Préserver la complexité alimentaire
L’effet santé des glucides a été relié trop schématiquement à leur index glycémique alors que leur densité nutritionnelle est une de leurs qualités primordiales. La plupart des sources de glucides comprennent une très grande diversité d’autres composés qui jouent un rôle dans leur impact physiologique. La compréhension du rôle de ces autres constituants aurait dû mettre un frein à la production de glucides purifiés, ce qui n’a pas été le cas. Pour que l’absorption et le métabolisme du glucose ou du fructose soient optimisés, il faut que les glucides soient accompagnés d’éléments complémentaires ou synergiques tels que les protéines, les fibres alimentaires, les minéraux et les micronutriments. En fait, ces éléments sont tous apportés par les céréales complètes, les légumes secs et la plupart des fruits et légumes, et sont perdus dans les glucides purifiés ou retrouvés en quantité insuffisante dans les produits raffinés. Il existe en particulier une complémentarité essentielle entre glucides et protéines : les glucides ont un moindre effet hyperglycémiant lorsqu’ils sont accompagnés d’un taux normal de protéines, et réciproquement l’apport glucidique facilite la synthèse protéique à partir des acides aminés.
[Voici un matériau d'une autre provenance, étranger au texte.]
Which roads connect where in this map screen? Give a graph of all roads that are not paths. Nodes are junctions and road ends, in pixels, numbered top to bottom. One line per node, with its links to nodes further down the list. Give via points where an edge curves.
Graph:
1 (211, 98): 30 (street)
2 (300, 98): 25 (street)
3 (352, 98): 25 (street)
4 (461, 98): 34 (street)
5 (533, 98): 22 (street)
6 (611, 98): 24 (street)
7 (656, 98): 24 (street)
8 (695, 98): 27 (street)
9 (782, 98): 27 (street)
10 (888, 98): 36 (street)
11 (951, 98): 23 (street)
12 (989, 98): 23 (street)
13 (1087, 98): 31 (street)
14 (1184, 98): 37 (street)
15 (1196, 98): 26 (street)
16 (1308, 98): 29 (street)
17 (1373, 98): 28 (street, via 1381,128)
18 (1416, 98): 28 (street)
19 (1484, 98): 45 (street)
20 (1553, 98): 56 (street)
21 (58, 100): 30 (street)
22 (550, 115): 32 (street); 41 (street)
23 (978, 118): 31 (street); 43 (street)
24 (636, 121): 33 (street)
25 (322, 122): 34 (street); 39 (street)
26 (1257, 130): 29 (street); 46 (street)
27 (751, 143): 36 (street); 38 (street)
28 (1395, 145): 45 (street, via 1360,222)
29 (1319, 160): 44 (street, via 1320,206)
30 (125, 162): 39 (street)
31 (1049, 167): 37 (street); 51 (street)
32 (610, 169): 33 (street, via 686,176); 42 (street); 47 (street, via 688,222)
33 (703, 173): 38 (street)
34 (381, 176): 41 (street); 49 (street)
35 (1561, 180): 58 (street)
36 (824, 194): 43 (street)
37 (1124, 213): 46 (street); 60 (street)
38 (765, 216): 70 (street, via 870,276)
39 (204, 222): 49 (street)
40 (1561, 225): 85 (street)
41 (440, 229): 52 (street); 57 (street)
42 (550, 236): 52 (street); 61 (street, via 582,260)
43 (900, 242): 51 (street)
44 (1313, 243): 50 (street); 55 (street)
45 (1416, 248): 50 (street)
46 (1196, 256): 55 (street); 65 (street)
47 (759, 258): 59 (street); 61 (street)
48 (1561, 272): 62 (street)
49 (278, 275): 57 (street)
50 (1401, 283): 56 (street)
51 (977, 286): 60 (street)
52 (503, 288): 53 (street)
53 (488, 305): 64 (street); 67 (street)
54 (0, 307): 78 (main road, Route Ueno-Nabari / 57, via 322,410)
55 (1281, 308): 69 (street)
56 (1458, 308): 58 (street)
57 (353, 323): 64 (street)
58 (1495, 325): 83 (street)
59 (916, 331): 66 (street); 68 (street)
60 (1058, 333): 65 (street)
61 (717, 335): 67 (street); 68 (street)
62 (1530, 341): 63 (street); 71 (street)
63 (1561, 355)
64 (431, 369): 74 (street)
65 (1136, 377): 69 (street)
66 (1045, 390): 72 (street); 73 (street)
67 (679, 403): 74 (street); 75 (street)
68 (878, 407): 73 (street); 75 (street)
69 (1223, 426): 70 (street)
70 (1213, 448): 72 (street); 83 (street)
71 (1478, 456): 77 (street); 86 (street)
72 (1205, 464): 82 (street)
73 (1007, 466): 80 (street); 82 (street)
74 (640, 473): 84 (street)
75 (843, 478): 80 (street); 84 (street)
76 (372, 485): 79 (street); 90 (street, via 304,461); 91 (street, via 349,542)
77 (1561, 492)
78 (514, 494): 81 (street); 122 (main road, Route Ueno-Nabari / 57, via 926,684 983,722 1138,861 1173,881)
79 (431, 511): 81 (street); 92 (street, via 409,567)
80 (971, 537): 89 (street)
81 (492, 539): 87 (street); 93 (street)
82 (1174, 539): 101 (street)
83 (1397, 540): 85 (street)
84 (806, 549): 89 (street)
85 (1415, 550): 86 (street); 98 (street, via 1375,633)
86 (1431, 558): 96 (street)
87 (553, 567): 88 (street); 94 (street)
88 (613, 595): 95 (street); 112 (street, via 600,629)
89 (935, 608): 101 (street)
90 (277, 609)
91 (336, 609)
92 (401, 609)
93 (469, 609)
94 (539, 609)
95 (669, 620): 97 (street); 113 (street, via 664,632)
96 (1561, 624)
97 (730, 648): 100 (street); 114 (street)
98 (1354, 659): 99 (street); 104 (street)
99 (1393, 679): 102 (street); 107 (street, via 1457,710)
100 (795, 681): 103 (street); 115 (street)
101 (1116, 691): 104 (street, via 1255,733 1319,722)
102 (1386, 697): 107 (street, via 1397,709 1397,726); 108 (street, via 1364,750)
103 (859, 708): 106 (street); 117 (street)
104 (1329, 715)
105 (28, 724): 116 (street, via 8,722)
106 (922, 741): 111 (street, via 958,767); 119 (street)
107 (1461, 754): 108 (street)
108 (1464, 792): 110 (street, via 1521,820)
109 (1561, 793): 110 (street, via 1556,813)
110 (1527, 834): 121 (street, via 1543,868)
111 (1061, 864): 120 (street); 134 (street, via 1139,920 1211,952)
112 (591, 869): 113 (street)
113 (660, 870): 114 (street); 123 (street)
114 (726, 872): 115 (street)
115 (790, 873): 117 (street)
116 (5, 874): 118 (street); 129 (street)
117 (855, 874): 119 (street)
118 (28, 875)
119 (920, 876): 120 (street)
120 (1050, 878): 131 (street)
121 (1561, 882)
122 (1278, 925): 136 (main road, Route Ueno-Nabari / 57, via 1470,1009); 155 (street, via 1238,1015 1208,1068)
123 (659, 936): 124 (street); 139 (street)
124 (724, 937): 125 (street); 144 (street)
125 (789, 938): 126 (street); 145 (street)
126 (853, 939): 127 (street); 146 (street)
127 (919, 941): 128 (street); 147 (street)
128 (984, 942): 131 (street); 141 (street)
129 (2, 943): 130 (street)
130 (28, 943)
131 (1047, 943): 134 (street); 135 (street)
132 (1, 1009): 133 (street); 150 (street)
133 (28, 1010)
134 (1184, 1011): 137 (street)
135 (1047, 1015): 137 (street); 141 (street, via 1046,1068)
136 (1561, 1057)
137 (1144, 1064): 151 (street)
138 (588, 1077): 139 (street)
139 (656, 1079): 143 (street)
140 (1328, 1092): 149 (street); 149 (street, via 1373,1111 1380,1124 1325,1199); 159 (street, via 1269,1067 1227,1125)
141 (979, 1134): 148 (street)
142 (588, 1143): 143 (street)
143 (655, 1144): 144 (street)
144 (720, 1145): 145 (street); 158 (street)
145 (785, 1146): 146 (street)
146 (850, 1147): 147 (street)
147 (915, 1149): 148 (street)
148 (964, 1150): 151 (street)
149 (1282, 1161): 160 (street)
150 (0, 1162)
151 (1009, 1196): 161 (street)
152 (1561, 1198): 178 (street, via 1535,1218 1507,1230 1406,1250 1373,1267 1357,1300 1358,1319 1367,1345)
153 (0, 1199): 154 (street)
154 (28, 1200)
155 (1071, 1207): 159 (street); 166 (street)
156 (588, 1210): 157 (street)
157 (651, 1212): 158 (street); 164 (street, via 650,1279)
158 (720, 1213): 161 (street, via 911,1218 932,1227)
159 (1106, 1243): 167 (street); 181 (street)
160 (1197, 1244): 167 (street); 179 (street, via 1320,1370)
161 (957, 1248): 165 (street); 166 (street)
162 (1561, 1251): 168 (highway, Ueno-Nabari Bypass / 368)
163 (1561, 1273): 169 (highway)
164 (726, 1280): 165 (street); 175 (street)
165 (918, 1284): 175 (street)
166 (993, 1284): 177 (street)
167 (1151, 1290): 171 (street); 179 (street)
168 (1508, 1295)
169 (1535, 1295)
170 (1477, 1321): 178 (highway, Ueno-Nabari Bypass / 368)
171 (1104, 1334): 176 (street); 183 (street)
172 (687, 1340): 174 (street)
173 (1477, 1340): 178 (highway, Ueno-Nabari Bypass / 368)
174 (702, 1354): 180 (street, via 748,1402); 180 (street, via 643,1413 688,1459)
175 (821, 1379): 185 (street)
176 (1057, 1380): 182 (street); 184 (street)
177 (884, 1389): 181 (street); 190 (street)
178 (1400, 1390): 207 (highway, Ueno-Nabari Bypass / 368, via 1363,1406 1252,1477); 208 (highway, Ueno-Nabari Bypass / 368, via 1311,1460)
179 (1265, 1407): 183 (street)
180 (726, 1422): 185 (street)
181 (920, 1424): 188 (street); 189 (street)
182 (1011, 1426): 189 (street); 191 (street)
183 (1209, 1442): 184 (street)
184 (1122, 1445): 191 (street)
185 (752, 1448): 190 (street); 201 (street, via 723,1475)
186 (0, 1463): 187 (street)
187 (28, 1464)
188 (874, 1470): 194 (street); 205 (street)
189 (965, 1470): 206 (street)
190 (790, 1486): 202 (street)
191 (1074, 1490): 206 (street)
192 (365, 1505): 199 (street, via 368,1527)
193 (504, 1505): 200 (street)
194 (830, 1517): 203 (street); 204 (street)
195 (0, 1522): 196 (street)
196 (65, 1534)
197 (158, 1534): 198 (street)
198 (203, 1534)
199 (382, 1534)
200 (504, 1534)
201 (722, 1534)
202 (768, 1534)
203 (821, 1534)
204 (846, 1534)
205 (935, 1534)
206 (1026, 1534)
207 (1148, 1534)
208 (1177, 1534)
De même que les glucides doivent être environnés de protéines, il est important qu’ils soient inclus dans une matrice alimentaire constituée par les fibres non digérées dans l’intestin grêle. Cela permet d’étaler l’absorption des glucides notamment lorsque les fibres enchâssent les grains d’amidon ou ont une viscosité suffisante pour ralentir la vitesse d’absorption du glucose. La présence de fibres permet également d’entretenir des fermentations symbiotiques dans le côlon, de régulariser le transit digestif et de favoriser l’état de satiété.
L’apport de glucides doit être également accompagné d’une teneur suffisante en minéraux, en potassium, en magnésium dont l’alimentation de type occidental est bien mal pourvue. On sait à quel point la consommation excessive de glucides purifiés s’effectue sans la présence de potassium, or ce minéral accompagne toujours les sucres des fruits.
Les glucides ont tellement eu une place centrale dans l’alimentation humaine que les procédés alimentaires ou les usages individuels ont conduit à les déconnecter des autres composés nutritionnels auxquels ils doivent être obligatoirement associés, si bien, par exemple, que l’apport en fibres alimentaires est devenu en moyenne très insuffisant. De plus, des travaux récents ont bien mis en évidence le caractère pro-oxydant des glucides isolés de leur matrice naturelle (en particulier du saccharose et du fructose). On comprend tout l’intérêt de l’environnement antioxydant* potentiellement présent dans de nombreux produits végétaux. La vitamine C et les caroténoïdes, ainsi qu’une très grande diversité de polyphénols, participent à la protection de l’organisme face aux risques liés au métabolisme des glucides. De ce point de vue, il est difficile de mettre sur le même plan le sucre purifié ou les sucres présents dans les fruits et légumes ou le miel. Il est évident que, si le développement des transformations agroalimentaires, à l’origine de la « transition nutritionnelle » que nous avons connue, se mettait en place aujourd’hui, il y aurait une forte incitation à purifier le moins possible les sources de glucides.